At the same time, the rate of waiting patients who exceeded the prescribed time to undergo their examination rose from 45% to 69%, according to data provided by the AGEQ.

Raising awareness about iFOBT

On the occasion of Colorectal Cancer Awareness Month, the Canadian Cancer Society is launching the “Let’s Dethrone Colon Cancer” campaign this Wednesday. The objective is to make the population aware of the importance of screening and to talk to their doctor about it.

It is the singer Ludovick Bourgeois who is the face. Her father, singer-songwriter Patrick Bourgeois, died of colon cancer in November 2017.

This campaign is in addition to the Colorectal Cancer Canada campaign launched earlier this week.

The Dr Mustapha Tehfe laments the fact that too few of his patients diagnosed with colorectal cancer were aware of the existence of the screening test.

The Canadian Press health content gets funding through a partnership with the Canadian Medical Association. The Canadian Press is solely responsible for editorial choices.

“And those who know about the test didn’t know where to go because they don’t have a family doctor,” he laments.

The Dr Tehfe, who is also a full professor in the Department of Medicine at the University of Montreal, promises to continue working so that the screening program becomes routine for all people aged 50 and over.

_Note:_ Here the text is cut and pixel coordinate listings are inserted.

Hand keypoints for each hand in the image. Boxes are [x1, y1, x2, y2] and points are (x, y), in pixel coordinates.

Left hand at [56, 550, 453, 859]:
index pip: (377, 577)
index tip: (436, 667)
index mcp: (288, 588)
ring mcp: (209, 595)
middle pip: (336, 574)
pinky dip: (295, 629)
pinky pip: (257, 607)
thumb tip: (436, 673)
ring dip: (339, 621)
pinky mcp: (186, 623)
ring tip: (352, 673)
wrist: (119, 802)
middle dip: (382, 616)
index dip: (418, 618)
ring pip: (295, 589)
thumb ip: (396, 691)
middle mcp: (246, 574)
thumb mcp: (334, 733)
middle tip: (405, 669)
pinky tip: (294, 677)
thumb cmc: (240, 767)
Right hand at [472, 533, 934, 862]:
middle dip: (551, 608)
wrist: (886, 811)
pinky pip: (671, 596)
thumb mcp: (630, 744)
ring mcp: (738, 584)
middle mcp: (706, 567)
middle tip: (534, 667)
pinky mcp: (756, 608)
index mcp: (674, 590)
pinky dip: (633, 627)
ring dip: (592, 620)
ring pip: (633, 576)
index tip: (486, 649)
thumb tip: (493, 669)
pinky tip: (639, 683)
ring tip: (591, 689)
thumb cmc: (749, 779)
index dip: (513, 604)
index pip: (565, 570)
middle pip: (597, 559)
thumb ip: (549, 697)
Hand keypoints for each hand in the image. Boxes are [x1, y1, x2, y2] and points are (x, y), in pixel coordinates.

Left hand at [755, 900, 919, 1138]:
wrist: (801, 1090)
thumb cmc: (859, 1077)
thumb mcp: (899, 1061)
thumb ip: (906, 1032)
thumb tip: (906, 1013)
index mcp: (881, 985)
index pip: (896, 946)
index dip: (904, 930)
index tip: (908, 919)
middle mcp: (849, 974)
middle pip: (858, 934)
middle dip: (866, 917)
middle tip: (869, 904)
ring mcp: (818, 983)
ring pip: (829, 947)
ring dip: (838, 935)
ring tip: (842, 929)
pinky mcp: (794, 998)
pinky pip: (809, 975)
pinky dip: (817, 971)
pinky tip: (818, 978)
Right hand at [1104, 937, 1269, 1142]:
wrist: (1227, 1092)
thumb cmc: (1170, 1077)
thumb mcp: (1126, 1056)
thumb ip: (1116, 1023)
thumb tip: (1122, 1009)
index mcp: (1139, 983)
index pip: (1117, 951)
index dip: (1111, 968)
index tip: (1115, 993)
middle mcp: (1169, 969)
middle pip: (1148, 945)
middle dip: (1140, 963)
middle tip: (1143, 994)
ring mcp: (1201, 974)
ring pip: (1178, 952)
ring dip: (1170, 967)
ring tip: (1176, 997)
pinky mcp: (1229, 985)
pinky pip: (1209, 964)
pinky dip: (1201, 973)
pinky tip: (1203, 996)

“People need to know where to go and how to get a test,” he insists. Unfortunately, right now in Quebec, you have to go through a doctor.”

Pending the deployment of a real organized program of systematic sending of invitations to be tested, several stakeholders are demanding easier access to the test, whether through their pharmacist or their CLSC.

The Canadian Press health content gets funding through a partnership with the Canadian Medical Association. The Canadian Press is solely responsible for editorial choices.